The 10 year yield at the 1.94 close trades below every average from 1- 10 years. The 1 year average at 2.07 is the next break followed by a cluster at 2.134, 2.139, 2.149, 2.171 and 2.176. The breakout point is found at 2.97. Targets range from 1.90 – 1.76. Since 1.94 lies just below all averages, current price is not overbought nor oversold. From the 2008 crisis, the 10 year traded inside a 0.20 – 0.90 range.

The 30 year yield from the 2.754 close also trades below every average from 1 – 10 years.
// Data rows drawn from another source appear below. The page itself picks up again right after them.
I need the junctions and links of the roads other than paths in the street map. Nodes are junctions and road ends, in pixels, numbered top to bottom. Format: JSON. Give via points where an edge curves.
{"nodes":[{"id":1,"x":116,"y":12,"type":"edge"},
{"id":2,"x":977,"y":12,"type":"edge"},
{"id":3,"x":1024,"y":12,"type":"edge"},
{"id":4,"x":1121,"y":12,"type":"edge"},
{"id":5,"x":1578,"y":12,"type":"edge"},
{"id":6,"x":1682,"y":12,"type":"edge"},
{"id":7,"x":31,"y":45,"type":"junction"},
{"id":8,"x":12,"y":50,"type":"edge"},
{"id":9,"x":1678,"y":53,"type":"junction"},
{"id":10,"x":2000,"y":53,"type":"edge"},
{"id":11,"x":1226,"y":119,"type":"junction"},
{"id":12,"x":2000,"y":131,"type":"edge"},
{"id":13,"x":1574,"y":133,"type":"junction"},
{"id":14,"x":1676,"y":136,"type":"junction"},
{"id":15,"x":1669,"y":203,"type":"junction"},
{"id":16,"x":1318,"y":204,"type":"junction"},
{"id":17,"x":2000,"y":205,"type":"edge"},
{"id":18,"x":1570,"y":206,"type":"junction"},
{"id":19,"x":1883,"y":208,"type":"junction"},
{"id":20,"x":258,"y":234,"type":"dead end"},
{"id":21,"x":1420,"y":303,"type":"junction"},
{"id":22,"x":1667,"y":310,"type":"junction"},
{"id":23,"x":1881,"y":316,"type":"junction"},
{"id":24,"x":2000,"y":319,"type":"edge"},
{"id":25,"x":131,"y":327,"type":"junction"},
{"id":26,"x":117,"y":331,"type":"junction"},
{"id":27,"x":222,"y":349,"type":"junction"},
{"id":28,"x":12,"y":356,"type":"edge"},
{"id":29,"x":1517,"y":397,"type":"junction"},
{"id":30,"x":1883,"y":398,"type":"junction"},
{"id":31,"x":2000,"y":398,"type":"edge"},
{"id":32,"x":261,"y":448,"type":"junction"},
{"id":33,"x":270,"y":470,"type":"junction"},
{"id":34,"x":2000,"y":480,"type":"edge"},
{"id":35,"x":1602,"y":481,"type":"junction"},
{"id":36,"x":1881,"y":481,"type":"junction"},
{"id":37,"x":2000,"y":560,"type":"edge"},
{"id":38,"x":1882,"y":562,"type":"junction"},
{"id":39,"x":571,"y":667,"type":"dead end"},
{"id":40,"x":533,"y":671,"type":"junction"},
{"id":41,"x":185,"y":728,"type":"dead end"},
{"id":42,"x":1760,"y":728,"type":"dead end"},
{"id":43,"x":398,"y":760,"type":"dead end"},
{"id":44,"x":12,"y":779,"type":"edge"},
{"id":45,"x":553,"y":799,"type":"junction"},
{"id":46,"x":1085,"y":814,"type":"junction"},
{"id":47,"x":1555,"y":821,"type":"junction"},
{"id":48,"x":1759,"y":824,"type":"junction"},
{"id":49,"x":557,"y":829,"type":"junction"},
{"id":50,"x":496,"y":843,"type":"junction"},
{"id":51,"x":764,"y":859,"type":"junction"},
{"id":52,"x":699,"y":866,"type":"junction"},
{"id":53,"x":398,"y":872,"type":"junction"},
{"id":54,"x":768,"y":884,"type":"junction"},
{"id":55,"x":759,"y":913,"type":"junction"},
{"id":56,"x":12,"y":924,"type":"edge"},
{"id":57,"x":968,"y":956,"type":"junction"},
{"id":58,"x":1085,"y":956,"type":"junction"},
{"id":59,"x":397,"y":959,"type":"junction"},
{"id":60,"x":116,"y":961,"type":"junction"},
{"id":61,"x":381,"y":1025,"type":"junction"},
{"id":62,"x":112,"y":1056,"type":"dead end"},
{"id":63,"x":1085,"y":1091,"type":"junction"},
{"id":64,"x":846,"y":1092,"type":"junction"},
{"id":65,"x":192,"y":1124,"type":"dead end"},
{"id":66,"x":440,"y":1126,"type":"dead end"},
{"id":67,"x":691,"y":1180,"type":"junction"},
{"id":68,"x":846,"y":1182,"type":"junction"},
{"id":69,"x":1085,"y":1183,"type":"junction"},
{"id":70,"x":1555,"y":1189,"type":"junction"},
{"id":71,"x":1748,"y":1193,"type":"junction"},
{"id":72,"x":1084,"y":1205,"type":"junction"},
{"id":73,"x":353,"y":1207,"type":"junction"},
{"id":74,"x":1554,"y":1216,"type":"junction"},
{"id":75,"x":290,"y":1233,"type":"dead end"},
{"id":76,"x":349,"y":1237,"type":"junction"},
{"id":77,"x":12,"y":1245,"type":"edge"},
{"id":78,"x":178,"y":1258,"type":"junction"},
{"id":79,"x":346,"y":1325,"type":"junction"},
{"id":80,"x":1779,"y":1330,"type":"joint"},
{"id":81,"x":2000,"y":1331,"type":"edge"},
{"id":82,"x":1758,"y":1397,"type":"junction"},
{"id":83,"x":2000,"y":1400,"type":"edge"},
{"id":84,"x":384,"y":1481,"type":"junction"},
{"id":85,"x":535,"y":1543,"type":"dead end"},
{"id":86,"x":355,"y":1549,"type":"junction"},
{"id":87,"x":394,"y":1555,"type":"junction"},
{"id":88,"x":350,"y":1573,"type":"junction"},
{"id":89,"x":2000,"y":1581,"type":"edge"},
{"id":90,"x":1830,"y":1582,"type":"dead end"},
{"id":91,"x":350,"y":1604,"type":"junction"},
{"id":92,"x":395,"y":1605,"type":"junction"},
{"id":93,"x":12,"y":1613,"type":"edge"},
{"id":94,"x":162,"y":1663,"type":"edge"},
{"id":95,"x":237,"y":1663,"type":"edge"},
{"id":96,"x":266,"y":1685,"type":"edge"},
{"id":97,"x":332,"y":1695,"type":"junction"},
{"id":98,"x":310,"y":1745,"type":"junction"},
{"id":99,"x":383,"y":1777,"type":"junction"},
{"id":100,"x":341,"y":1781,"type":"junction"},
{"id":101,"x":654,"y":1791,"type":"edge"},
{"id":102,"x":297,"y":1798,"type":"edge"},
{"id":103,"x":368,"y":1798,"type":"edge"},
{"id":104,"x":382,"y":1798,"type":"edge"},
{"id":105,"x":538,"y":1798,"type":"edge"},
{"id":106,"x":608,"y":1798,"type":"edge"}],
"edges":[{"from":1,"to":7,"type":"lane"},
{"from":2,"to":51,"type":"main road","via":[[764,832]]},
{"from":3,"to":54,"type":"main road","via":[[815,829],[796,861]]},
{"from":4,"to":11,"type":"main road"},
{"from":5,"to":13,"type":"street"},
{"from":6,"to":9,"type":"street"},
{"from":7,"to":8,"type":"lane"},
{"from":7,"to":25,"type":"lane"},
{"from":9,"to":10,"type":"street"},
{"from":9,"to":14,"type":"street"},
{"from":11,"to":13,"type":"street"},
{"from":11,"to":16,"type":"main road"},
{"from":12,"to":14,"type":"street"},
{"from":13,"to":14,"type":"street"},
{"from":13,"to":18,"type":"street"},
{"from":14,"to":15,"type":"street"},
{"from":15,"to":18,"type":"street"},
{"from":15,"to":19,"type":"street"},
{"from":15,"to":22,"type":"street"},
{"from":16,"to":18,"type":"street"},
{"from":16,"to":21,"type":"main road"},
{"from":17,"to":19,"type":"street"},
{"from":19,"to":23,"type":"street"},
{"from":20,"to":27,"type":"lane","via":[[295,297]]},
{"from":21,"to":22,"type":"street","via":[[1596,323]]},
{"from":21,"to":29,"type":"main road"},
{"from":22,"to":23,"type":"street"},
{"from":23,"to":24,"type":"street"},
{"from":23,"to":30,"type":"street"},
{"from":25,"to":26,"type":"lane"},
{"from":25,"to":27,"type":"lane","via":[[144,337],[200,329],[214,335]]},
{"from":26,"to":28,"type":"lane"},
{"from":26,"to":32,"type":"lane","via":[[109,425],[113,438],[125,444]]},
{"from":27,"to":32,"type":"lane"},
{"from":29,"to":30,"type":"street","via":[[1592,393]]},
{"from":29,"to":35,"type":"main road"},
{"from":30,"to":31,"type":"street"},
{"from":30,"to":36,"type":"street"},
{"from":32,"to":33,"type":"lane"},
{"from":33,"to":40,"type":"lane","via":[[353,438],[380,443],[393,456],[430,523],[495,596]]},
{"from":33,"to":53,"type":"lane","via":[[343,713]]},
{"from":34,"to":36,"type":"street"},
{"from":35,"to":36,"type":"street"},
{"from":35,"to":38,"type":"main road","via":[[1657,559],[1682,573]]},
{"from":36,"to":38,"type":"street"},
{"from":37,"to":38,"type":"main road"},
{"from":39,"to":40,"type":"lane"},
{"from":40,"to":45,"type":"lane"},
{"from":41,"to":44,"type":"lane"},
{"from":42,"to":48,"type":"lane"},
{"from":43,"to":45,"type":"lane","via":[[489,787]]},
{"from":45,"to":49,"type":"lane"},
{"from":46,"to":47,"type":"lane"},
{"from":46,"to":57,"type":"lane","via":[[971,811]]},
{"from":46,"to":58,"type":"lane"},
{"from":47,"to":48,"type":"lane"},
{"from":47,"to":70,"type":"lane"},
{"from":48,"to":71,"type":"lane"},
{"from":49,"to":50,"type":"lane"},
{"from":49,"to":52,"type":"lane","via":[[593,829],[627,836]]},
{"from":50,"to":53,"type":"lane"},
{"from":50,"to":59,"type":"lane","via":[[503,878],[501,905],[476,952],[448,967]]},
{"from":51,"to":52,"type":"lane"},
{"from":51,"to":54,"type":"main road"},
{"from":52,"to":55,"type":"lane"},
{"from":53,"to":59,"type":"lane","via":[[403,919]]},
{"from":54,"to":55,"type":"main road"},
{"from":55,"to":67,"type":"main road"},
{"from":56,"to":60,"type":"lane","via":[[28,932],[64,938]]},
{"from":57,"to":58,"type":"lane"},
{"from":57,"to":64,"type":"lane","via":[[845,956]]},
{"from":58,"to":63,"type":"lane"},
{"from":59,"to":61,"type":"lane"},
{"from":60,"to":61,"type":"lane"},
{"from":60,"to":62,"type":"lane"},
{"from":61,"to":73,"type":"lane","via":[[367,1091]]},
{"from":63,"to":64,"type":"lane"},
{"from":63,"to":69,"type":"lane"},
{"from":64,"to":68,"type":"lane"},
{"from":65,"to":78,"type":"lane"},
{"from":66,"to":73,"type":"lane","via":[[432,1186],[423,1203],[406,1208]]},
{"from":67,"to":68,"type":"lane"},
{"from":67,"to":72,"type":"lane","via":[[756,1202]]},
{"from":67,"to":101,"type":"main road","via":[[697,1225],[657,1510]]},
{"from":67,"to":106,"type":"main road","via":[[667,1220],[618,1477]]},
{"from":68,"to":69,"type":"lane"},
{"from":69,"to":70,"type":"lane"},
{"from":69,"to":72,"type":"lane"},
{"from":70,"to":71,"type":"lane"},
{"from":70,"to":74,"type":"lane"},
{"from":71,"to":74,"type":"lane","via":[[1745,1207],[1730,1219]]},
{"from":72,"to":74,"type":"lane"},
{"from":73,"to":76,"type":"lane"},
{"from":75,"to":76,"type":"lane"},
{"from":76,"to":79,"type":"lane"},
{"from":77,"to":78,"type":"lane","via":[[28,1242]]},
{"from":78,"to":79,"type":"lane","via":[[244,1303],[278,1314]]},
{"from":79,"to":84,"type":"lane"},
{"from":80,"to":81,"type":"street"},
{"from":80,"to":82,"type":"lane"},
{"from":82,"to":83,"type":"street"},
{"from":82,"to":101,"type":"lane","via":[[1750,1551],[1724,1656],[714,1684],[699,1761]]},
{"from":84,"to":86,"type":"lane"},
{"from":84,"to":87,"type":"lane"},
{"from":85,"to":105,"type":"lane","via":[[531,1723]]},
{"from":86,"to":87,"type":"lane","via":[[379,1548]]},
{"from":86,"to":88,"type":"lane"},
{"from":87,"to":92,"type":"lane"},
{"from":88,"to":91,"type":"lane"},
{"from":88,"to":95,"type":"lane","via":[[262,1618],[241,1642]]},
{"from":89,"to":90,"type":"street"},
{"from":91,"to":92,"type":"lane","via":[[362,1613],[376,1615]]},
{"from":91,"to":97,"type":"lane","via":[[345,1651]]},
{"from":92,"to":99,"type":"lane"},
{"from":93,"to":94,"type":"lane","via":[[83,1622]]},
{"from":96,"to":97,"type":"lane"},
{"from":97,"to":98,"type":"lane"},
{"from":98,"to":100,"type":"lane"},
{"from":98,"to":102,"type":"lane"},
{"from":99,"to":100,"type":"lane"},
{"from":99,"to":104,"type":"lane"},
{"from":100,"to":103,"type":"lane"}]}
The next break occurrs at 2.864 followed by 2.896, 2.901, 3.060, 3.075 and 3.133. Targets range from 2.625 – 2.80. When last 4.0 was seen from monthly averages was July 2011. Current 2.75 was last seen prior to 1977.

Yield spreads from 10 to 2 based on closes trades at current 1.071. From 1 and 2 year averages at 1.30 and 1.50, ranges vary from 1.30 – 1.95 and mid points at 1.643. The 10 and 30 spreads from closes trades 0.81 and above the 1 and 2 year averages at 0.79 and 0.745. Next point above is found at 0.826 within the overall range from 0.745 – 0.968. The mid point is found at 0.846. Basis points based on mid points are located at 84 v 0.0164. The 1.88 level based on 30 and 2 spreads from closes are below the nearest 1 year monthly average at 2.09 then 2.24 and 2.58. The mid point is 2.50.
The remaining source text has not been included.